GIVEN ENTRIES: Begin

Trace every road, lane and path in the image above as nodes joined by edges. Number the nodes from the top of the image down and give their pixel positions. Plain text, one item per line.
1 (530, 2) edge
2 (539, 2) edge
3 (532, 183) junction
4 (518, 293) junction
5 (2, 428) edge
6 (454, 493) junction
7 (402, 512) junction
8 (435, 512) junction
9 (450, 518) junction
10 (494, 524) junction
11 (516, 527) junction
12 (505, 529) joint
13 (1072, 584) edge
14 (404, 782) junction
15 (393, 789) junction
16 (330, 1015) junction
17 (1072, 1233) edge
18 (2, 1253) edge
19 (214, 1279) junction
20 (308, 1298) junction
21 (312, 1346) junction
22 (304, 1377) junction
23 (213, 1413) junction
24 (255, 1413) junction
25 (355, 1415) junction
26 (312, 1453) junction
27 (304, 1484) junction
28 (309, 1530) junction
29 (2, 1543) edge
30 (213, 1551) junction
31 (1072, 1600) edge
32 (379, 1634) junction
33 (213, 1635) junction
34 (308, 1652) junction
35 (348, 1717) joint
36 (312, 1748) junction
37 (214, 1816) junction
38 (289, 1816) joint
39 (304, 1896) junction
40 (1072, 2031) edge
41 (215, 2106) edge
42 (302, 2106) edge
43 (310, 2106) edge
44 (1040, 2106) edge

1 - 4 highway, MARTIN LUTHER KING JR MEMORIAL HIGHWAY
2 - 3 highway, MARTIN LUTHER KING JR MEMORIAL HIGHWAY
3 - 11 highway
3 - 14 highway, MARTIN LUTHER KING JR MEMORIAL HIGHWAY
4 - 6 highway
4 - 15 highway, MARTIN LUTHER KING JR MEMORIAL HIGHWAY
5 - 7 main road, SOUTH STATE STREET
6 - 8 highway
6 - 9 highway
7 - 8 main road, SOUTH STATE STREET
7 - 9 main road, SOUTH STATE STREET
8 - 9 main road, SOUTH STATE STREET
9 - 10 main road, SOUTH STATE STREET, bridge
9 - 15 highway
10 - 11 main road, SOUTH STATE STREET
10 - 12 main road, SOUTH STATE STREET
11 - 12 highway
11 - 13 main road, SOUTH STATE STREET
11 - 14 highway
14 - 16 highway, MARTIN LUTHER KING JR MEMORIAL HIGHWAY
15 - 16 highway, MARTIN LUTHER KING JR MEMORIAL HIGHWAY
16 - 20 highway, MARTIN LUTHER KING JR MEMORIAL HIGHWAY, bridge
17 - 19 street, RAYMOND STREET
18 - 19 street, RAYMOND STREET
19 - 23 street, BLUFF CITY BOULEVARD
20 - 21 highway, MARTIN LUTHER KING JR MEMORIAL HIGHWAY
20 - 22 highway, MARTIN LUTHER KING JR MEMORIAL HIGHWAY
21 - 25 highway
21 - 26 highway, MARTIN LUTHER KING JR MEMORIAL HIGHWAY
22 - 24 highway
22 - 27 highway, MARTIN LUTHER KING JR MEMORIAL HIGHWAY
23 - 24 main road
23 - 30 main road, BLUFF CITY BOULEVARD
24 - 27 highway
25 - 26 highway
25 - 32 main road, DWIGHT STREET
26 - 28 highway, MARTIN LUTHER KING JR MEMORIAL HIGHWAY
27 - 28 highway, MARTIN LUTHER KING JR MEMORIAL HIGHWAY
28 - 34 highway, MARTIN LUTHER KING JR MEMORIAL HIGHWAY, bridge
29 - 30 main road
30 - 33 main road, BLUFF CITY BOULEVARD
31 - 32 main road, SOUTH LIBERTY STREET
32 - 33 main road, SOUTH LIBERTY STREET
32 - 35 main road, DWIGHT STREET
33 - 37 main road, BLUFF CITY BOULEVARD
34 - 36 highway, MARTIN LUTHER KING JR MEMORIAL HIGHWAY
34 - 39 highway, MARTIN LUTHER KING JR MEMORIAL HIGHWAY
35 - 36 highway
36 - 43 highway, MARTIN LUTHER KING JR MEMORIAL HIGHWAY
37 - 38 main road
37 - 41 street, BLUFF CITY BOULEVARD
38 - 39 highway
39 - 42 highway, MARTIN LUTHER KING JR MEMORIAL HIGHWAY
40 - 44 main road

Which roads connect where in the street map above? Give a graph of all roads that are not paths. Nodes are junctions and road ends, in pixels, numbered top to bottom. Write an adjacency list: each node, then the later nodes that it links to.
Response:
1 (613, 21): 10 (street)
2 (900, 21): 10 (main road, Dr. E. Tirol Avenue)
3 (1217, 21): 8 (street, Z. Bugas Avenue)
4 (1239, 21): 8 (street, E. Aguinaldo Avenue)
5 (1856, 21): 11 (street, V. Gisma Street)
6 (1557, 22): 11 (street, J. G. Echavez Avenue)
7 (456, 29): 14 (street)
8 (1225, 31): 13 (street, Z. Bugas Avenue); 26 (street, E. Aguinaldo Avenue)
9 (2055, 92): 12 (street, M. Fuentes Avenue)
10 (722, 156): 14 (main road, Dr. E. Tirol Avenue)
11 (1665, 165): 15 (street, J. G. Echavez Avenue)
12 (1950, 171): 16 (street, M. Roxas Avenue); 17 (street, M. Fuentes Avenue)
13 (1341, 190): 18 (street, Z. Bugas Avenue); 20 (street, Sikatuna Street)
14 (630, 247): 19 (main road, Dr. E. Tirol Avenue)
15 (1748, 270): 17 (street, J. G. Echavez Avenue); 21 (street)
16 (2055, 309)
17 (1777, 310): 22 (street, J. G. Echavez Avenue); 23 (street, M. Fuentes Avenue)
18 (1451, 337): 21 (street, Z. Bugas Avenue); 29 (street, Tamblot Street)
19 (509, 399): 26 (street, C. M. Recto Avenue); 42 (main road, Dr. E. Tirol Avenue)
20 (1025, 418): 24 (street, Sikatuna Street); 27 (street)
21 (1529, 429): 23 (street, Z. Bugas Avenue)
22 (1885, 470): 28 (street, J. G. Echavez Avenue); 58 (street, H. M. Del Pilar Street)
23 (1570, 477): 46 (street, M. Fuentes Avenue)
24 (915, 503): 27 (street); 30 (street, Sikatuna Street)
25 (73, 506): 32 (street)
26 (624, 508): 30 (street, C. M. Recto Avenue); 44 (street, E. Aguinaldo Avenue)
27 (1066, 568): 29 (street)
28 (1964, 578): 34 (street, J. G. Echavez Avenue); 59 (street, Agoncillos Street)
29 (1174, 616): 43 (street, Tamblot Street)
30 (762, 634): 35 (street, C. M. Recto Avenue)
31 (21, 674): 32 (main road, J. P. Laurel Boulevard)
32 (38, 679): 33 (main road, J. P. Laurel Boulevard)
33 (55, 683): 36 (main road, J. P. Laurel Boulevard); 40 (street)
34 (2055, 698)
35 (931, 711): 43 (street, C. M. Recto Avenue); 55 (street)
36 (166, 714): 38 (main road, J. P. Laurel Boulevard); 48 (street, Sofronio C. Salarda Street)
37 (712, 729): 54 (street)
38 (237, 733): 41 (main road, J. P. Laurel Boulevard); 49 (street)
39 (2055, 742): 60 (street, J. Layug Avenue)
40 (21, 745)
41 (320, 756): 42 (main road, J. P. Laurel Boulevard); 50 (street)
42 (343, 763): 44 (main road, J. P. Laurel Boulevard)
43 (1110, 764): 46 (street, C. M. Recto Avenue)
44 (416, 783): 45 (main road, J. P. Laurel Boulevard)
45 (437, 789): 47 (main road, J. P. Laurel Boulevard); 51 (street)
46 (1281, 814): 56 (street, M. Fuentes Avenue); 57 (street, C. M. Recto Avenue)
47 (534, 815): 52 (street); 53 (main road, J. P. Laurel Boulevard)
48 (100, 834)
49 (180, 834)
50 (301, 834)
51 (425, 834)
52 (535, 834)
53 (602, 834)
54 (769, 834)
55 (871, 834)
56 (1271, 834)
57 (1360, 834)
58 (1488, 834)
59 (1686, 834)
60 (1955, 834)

GIVEN ENTRIES: End

• TASK INSTRUCTIONS:
Each line above where the word "Recto" occurs should be copied out.

• RESPONSE AREA:
19 (509, 399): 26 (street, C. M. Recto Avenue); 42 (main road, Dr. E. Tirol Avenue)
26 (624, 508): 30 (street, C. M. Recto Avenue); 44 (street, E. Aguinaldo Avenue)
30 (762, 634): 35 (street, C. M. Recto Avenue)
35 (931, 711): 43 (street, C. M. Recto Avenue); 55 (street)
43 (1110, 764): 46 (street, C. M. Recto Avenue)
46 (1281, 814): 56 (street, M. Fuentes Avenue); 57 (street, C. M. Recto Avenue)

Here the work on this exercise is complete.